---- RECORDS SUPPLIED

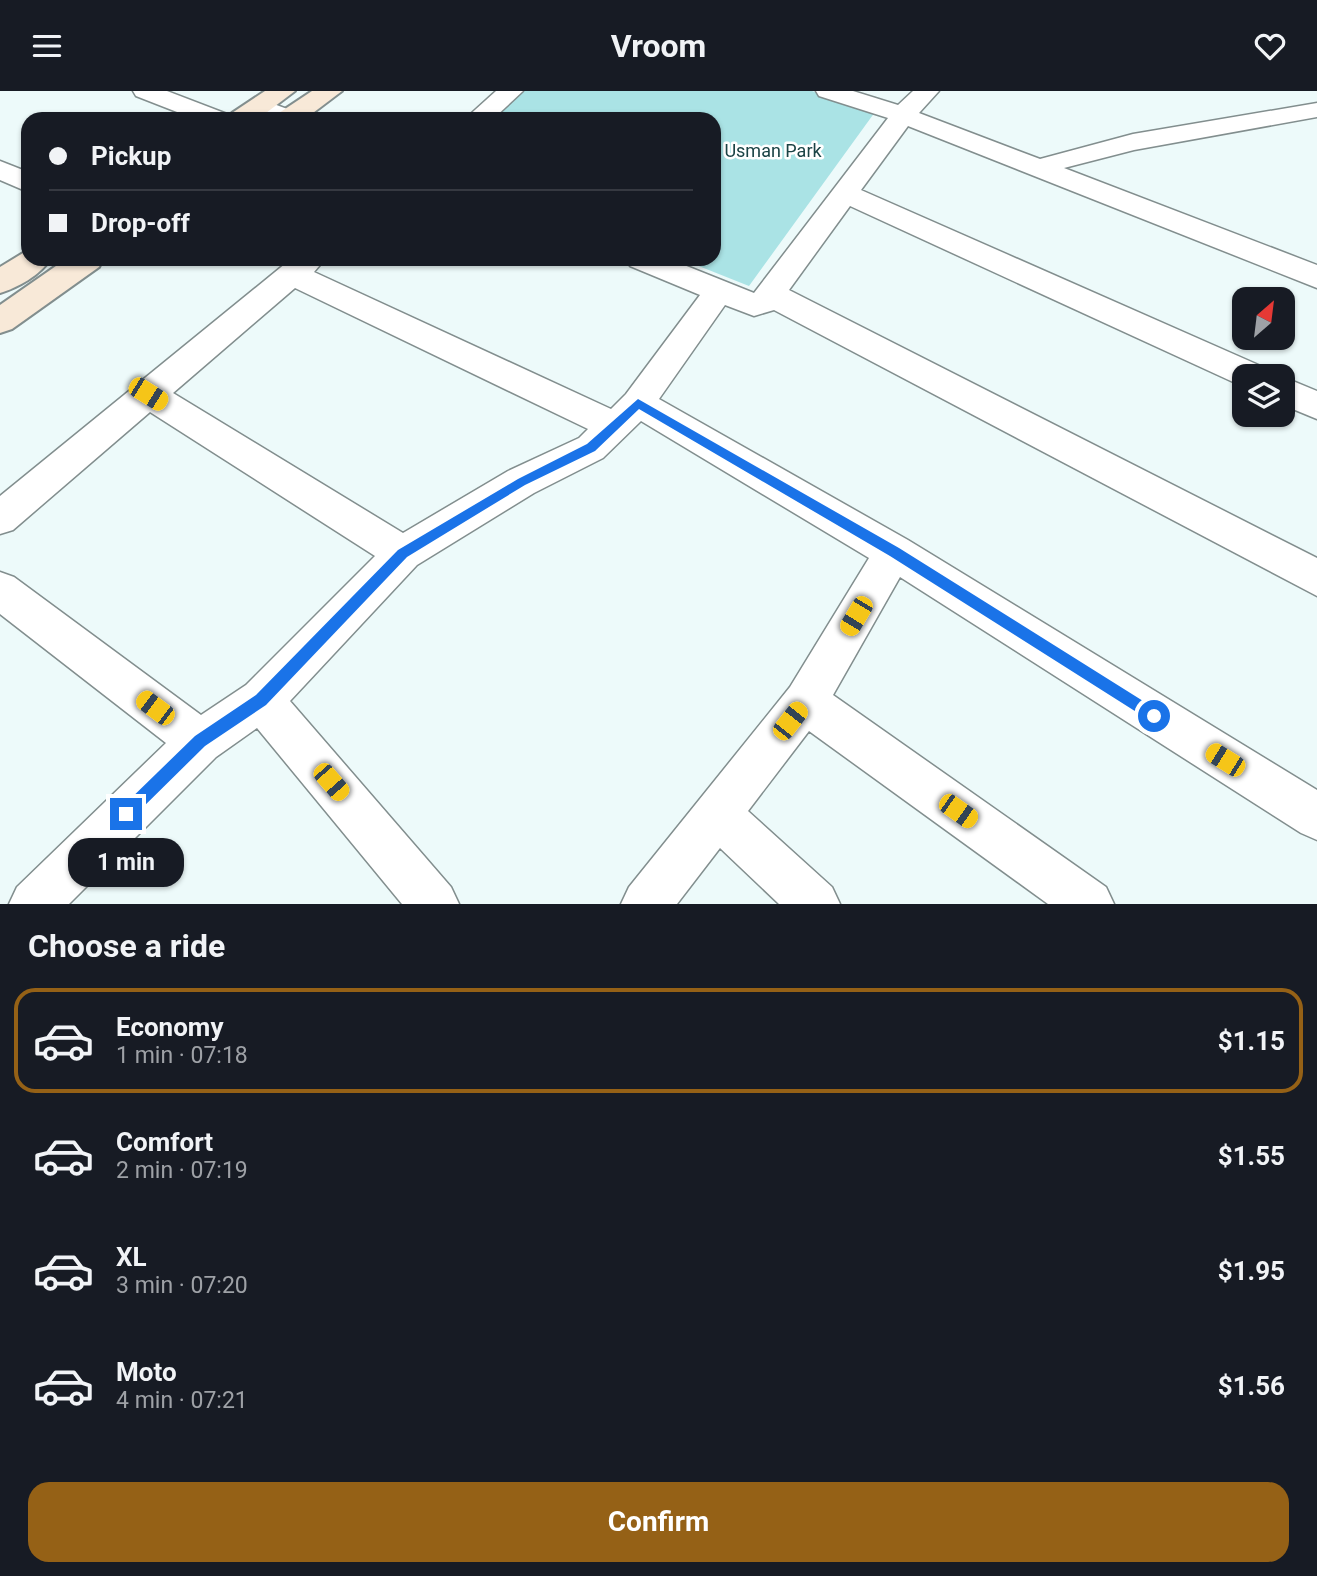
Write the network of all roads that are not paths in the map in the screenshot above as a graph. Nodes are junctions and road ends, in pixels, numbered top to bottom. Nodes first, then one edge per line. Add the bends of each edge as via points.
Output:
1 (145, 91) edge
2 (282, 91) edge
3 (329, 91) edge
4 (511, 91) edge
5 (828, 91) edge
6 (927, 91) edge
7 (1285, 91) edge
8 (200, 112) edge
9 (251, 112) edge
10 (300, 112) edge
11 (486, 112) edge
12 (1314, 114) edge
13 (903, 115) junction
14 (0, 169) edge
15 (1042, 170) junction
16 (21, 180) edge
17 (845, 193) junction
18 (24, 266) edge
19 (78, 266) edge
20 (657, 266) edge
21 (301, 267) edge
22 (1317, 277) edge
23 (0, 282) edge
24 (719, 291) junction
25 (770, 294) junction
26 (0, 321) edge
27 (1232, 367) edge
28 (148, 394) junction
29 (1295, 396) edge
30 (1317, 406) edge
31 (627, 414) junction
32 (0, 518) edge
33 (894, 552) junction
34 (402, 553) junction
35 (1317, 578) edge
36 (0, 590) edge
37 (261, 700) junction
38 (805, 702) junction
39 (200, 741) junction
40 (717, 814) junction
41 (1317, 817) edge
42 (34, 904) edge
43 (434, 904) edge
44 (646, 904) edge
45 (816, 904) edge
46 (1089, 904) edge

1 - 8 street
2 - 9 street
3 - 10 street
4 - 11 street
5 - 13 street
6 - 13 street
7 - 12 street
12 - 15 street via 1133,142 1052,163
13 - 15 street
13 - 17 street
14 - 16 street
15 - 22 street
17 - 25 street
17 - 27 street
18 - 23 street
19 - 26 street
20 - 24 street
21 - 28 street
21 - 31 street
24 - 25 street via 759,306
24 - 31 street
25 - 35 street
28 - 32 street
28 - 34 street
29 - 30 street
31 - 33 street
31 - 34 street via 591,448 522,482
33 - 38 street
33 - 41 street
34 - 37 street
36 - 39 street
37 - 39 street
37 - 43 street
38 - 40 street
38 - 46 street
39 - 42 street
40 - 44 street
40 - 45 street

--------
---- RECORDS SUPPLIED

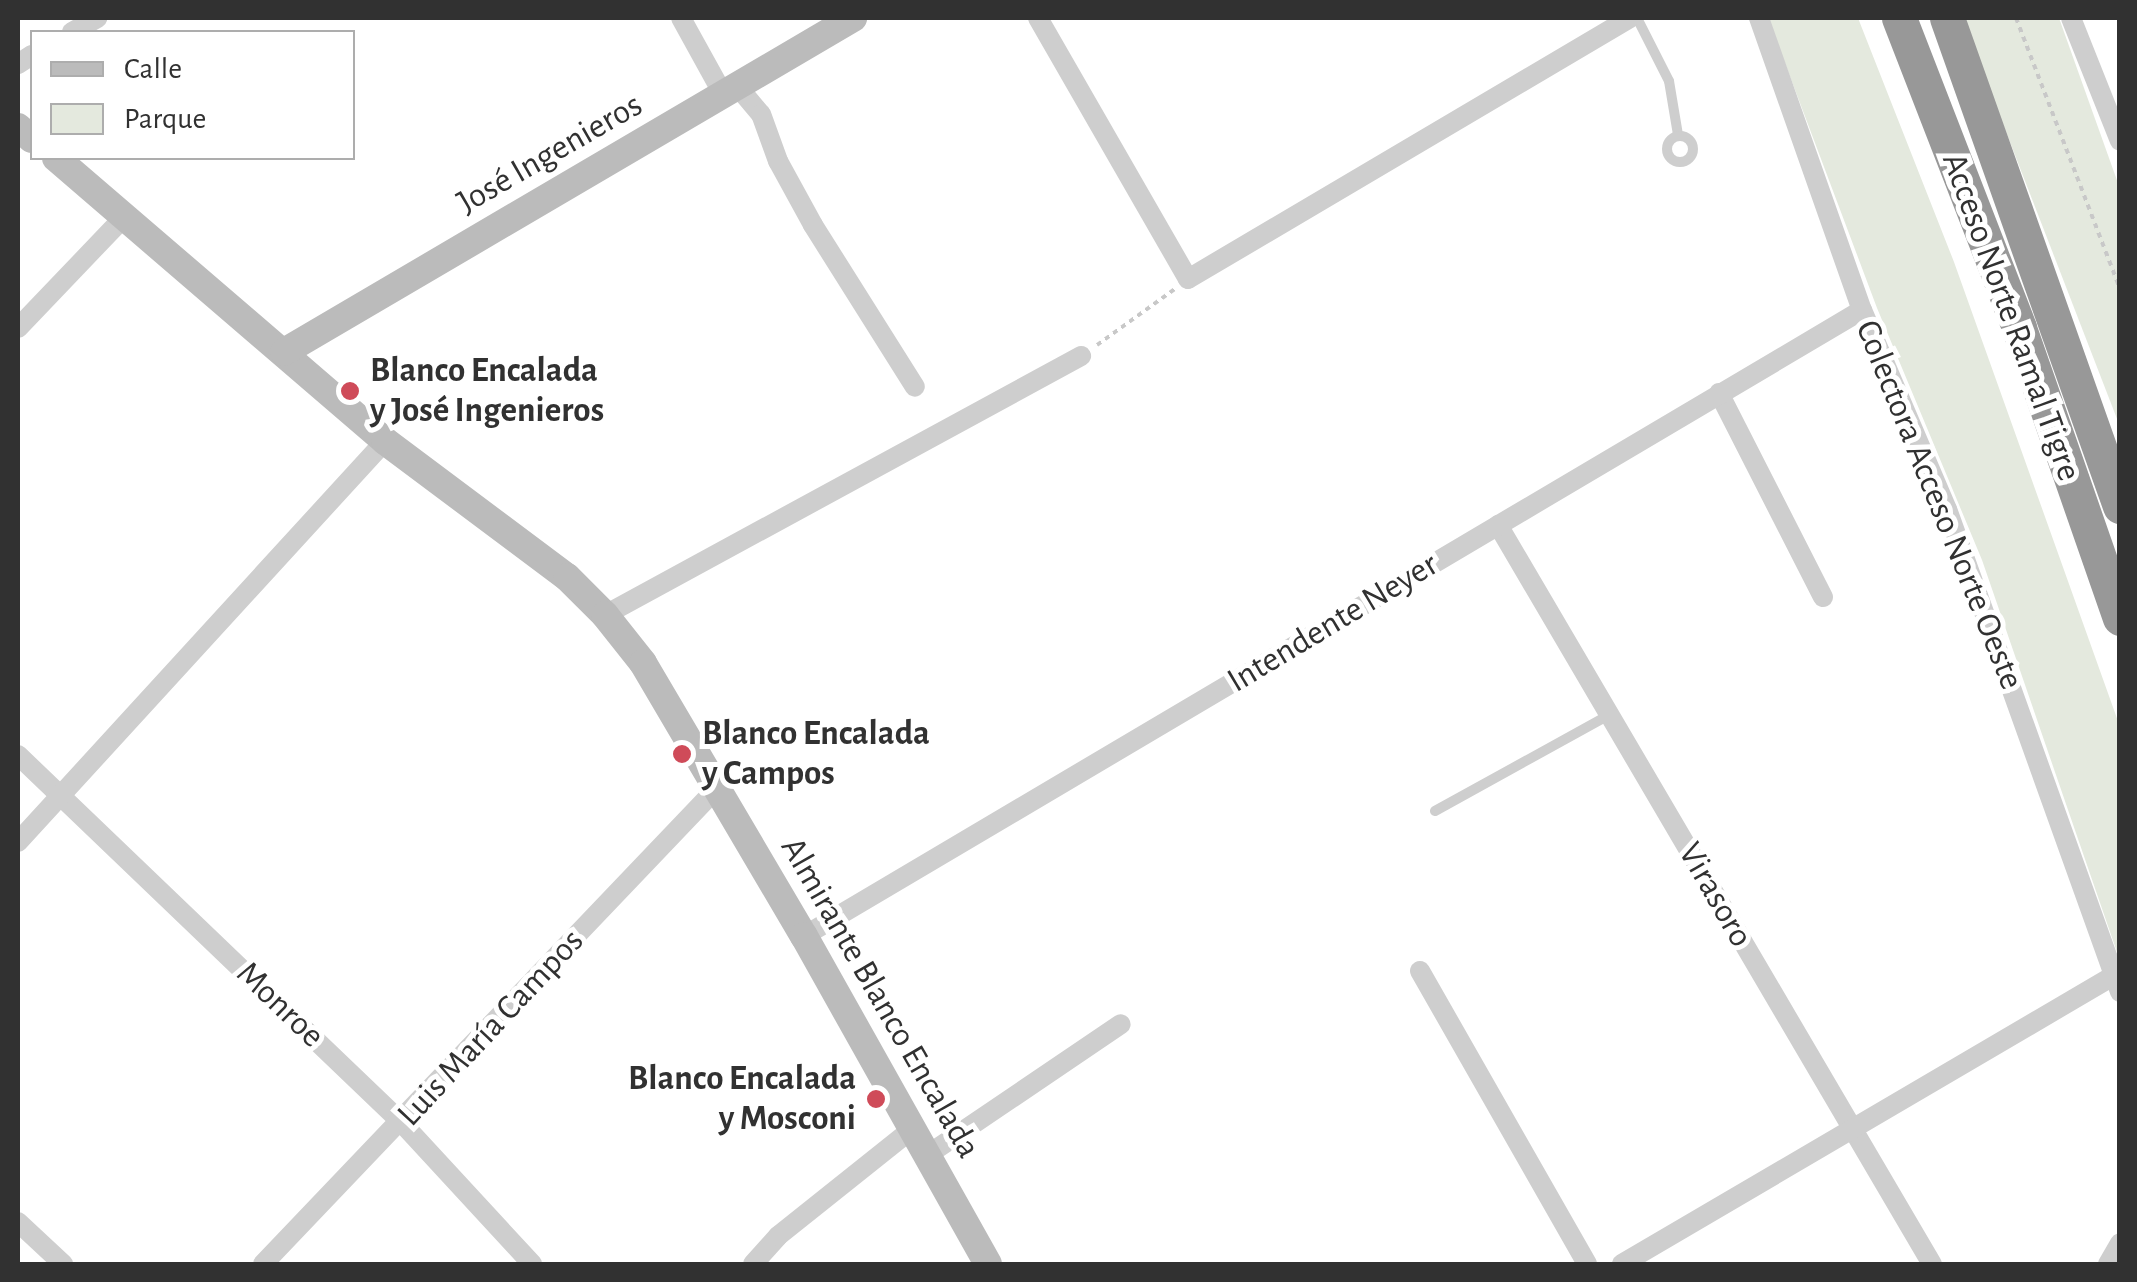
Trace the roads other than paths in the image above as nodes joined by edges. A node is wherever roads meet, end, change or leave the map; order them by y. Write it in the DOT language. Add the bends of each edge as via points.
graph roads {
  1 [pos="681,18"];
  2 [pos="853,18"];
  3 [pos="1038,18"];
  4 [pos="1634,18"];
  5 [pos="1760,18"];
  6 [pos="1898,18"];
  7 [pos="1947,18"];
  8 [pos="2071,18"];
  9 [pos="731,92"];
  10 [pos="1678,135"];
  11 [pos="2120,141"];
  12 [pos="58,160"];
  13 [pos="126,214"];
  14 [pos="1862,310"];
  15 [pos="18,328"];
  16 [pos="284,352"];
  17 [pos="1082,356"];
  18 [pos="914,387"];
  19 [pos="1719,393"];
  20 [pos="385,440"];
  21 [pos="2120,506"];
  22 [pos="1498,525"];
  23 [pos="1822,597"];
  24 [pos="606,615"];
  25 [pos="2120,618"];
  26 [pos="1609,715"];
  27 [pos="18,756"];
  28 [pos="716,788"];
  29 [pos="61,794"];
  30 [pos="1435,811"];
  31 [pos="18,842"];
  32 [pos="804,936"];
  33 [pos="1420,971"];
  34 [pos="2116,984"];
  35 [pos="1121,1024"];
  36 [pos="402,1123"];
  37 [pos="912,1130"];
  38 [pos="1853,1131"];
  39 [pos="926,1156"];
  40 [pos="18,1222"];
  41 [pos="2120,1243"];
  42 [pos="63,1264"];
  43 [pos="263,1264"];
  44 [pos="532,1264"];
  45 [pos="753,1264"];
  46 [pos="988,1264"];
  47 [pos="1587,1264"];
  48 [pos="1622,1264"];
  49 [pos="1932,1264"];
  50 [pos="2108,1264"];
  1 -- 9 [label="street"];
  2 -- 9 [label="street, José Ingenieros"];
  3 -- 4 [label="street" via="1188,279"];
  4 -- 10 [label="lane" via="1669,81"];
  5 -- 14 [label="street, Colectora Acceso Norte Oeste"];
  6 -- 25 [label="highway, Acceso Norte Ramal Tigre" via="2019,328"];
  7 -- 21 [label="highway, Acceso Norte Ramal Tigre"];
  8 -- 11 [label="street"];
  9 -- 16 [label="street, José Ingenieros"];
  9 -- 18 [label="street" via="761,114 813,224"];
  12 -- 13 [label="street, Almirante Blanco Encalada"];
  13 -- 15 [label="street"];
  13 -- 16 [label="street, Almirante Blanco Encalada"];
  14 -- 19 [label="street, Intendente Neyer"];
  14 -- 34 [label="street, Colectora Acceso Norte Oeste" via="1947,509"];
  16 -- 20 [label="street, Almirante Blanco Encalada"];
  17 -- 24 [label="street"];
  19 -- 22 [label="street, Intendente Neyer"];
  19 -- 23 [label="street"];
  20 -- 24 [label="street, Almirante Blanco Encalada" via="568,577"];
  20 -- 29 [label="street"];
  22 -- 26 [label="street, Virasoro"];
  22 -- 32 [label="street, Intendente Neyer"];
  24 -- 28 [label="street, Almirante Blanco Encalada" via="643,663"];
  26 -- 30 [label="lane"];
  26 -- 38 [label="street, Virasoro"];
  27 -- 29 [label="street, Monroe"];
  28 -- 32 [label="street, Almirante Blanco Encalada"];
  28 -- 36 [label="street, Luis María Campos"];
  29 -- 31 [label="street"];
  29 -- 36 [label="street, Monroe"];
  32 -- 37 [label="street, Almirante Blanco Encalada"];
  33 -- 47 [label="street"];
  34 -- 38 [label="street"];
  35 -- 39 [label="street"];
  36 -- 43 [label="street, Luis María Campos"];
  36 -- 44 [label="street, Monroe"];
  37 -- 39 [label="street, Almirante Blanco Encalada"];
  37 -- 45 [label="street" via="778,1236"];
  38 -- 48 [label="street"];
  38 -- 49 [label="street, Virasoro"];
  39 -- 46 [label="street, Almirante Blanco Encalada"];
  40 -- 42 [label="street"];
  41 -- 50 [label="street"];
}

--------
---- RECORDS SUPPLIED

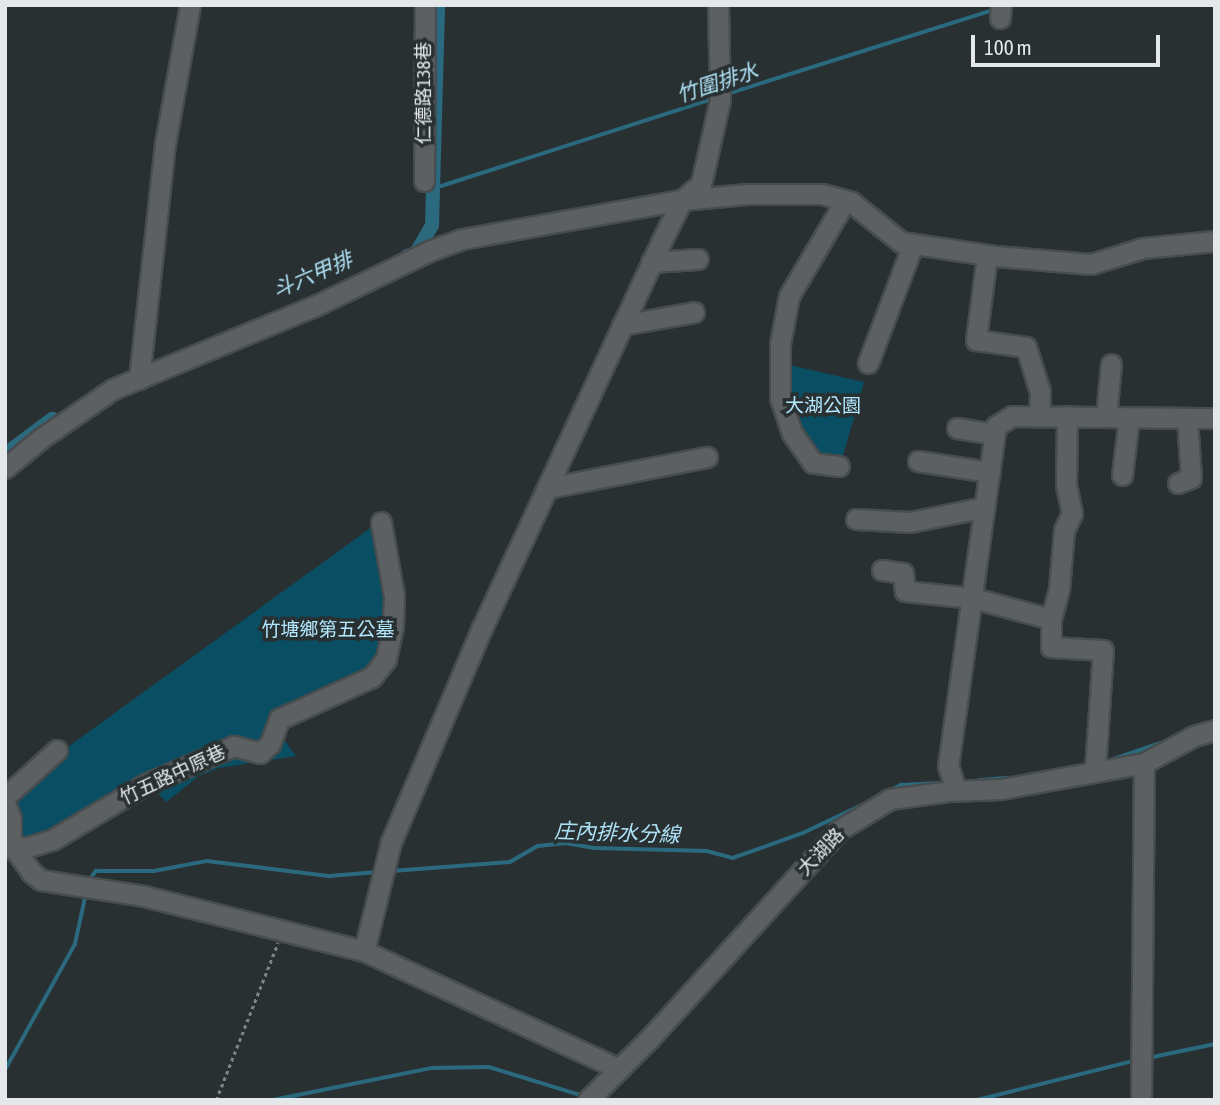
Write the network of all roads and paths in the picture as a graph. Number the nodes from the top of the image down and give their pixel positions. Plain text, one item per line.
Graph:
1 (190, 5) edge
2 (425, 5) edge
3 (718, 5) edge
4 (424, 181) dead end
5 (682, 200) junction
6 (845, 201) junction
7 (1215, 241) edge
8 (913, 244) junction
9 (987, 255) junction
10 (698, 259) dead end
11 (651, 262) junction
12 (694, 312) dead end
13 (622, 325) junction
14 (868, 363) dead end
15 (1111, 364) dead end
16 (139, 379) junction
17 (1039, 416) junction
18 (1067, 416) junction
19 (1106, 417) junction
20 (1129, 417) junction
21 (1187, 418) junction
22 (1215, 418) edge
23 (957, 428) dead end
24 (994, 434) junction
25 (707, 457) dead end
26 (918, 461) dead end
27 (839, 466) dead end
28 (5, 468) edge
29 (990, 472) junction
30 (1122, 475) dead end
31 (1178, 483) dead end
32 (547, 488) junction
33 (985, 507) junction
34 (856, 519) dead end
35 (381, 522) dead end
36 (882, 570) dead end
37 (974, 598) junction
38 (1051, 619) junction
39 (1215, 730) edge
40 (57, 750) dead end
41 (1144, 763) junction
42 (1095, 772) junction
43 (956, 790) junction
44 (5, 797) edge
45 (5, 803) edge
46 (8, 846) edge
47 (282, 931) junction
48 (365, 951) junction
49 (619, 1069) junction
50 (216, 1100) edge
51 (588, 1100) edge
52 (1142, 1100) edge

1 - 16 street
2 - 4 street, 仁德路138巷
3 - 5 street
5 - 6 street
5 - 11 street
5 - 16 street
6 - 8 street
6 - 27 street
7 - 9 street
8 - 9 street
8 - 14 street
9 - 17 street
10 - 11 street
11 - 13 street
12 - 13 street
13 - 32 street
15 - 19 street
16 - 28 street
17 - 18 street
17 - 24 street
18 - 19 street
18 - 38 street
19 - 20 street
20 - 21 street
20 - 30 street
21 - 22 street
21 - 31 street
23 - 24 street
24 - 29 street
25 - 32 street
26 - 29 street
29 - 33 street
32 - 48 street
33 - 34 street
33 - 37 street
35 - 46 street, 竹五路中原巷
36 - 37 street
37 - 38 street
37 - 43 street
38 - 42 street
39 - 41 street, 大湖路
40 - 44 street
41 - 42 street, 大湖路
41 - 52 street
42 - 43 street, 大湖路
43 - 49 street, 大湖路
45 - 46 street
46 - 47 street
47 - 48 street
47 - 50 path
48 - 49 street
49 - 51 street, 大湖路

--------

> **EXERCISE AIM**:
Going through the entries above, report how many lines include the string "Norte". The number alone is the answer.

> **EXERCISE RESPONSE**:
4